▶ ASSIGNMENT:
Set down the entries below exactly; drop the pictures.

▶ GIVEN INFORMATION:
==================================================

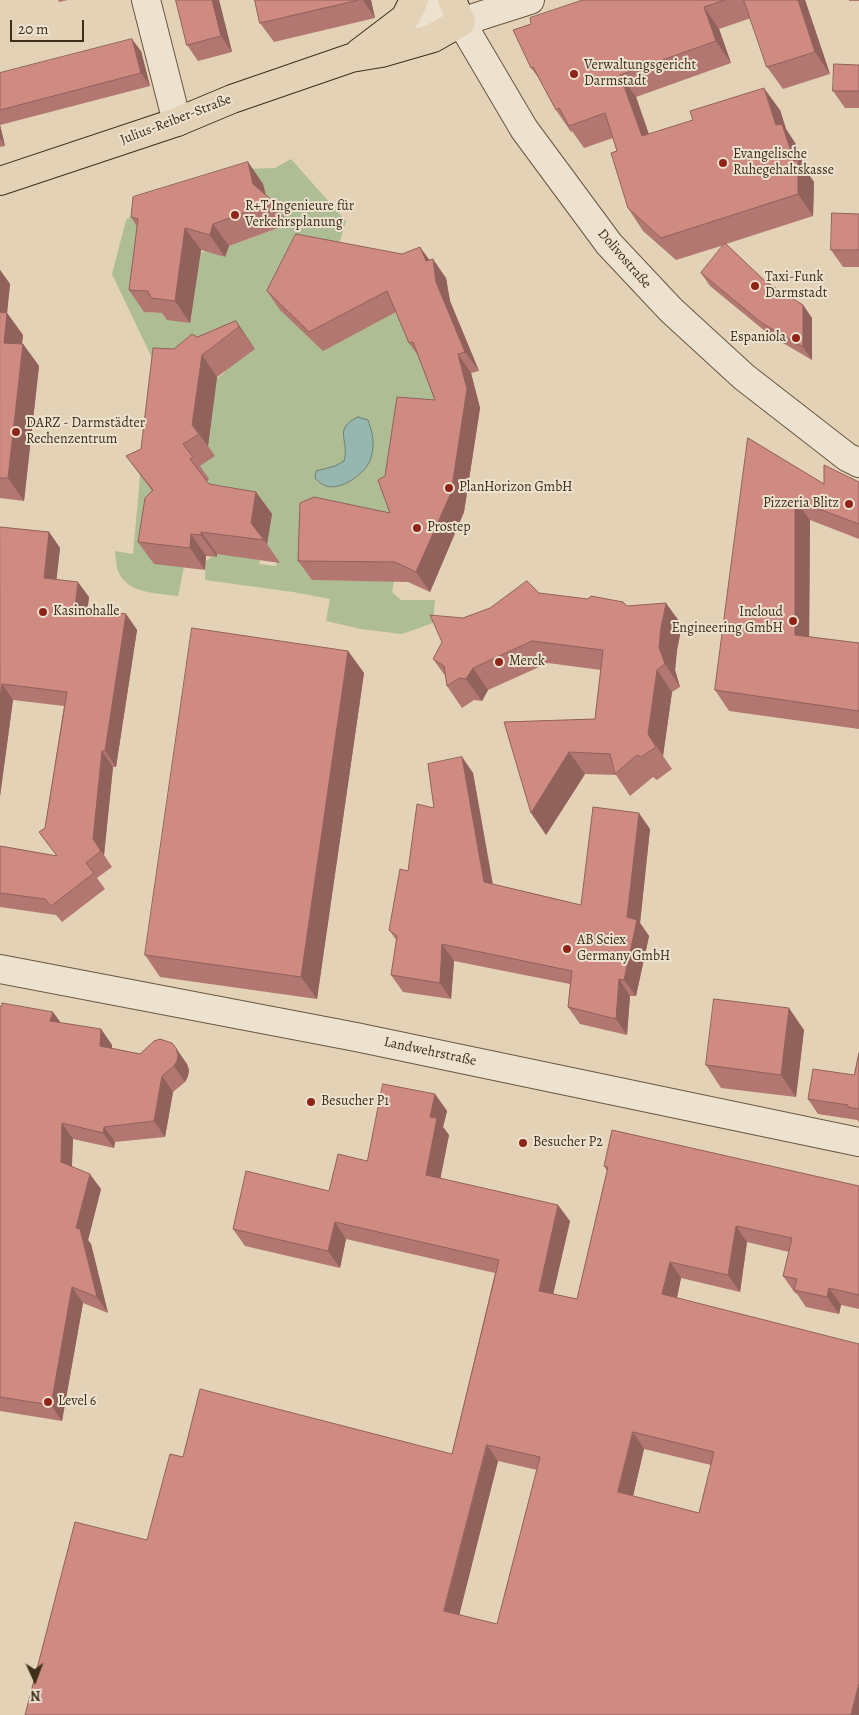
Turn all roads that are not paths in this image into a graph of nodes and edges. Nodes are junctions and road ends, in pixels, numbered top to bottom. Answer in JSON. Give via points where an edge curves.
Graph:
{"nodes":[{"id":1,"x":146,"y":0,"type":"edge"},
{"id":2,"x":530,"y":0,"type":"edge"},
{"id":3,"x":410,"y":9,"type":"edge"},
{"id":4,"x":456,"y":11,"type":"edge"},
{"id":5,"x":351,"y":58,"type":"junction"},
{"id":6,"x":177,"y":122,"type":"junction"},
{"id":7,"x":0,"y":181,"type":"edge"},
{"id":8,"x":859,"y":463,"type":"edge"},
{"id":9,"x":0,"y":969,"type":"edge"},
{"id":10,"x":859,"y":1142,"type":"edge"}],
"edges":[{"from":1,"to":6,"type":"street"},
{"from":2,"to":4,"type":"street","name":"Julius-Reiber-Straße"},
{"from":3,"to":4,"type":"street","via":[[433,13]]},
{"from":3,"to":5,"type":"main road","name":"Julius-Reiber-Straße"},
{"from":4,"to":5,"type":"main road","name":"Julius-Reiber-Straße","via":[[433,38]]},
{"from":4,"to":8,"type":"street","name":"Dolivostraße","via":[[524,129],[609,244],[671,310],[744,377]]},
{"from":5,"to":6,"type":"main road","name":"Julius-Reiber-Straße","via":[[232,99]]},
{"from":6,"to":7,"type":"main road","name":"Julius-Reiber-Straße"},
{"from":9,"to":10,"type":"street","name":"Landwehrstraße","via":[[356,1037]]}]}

==================================================

▶ EXERCISE ANSWER:
Turn all roads that are not paths in this image into a graph of nodes and edges. Nodes are junctions and road ends, in pixels, numbered top to bottom. Answer in JSON. Give via points where an edge curves.
Graph:
{"nodes":[{"id":1,"x":146,"y":0,"type":"edge"},
{"id":2,"x":530,"y":0,"type":"edge"},
{"id":3,"x":410,"y":9,"type":"edge"},
{"id":4,"x":456,"y":11,"type":"edge"},
{"id":5,"x":351,"y":58,"type":"junction"},
{"id":6,"x":177,"y":122,"type":"junction"},
{"id":7,"x":0,"y":181,"type":"edge"},
{"id":8,"x":859,"y":463,"type":"edge"},
{"id":9,"x":0,"y":969,"type":"edge"},
{"id":10,"x":859,"y":1142,"type":"edge"}],
"edges":[{"from":1,"to":6,"type":"street"},
{"from":2,"to":4,"type":"street","name":"Julius-Reiber-Straße"},
{"from":3,"to":4,"type":"street","via":[[433,13]]},
{"from":3,"to":5,"type":"main road","name":"Julius-Reiber-Straße"},
{"from":4,"to":5,"type":"main road","name":"Julius-Reiber-Straße","via":[[433,38]]},
{"from":4,"to":8,"type":"street","name":"Dolivostraße","via":[[524,129],[609,244],[671,310],[744,377]]},
{"from":5,"to":6,"type":"main road","name":"Julius-Reiber-Straße","via":[[232,99]]},
{"from":6,"to":7,"type":"main road","name":"Julius-Reiber-Straße"},
{"from":9,"to":10,"type":"street","name":"Landwehrstraße","via":[[356,1037]]}]}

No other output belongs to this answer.